HONG KONG, Sept. 10 Kyodo

A Hong Kong government-appointed panel of inquiry into a recent fiasco over a controversial proposal to delist low-priced companies from the stock exchange found Tuesday that no officials or market regulators should be faulted even though the incident resulted in heavy losses in the so-called penny stocks.

The two-member panel stressed that the ongoing reforms to improve the quality of the territory's securities market should not be derailed or slowed down by the incident.

Even so, the panel's findings exposed shortcomings in arrangements of public consultation and in coordination within the regulatory structure.

The division of responsibility between leading economic and financial officials under the government's new political accountability system is also unclear, the panel said.
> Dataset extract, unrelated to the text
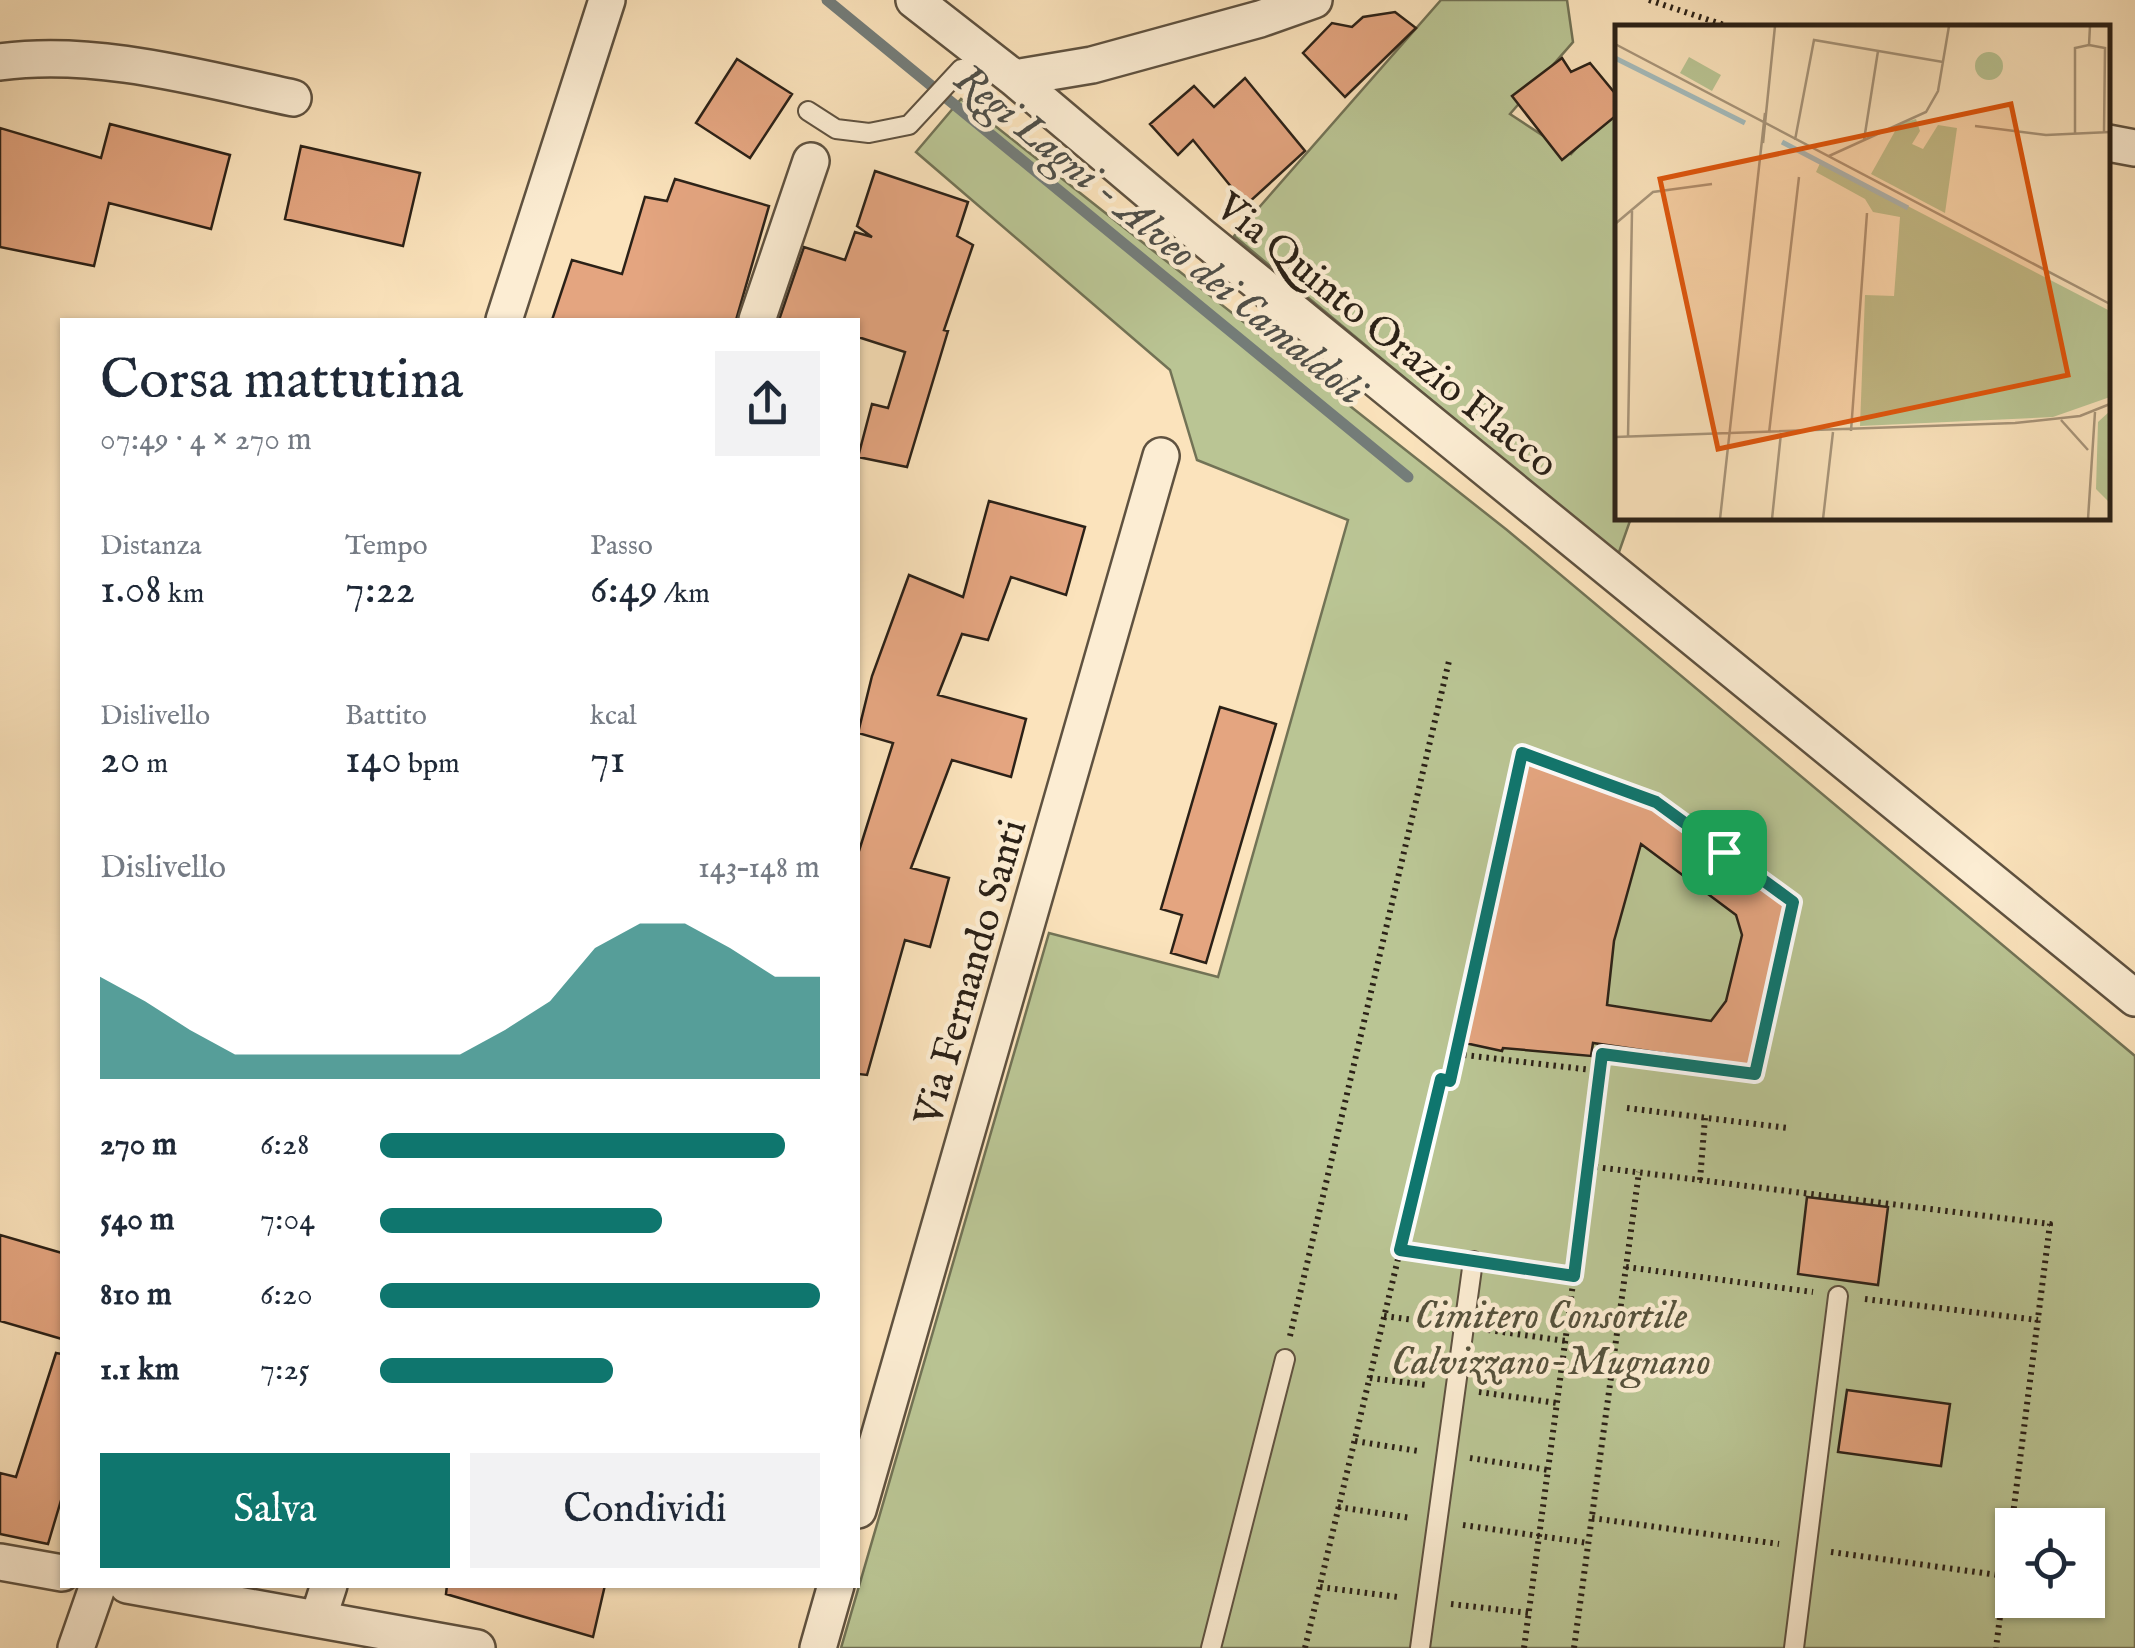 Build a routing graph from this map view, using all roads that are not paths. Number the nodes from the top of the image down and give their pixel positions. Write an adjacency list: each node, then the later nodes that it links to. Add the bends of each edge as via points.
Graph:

Some HK$10.91 billion (about $1.4 billion) of the market capitalization of the penny stocks was wiped out on July 26 as the market reacted strongly to the proposal by the Hong Kong Exchanges and Clearing Ltd. (HKEx) to cancel listings of companies trading below HK$0.50 for 30 straight days.

Angry investors demanded officials in charge be blamed for the losses they sustained in the stock plunge.

The fiasco has put Chief Executive Tung Chee-hwa's new cabinet of politically appointed officials to the toughest test since it took office in July.

The panel of inquiry, after a six-week probe, described the fiasco as ''unfortunate and regrettable,'' adding that it has been a ''costly lesson'' for the regulators, investors and the economy as a whole.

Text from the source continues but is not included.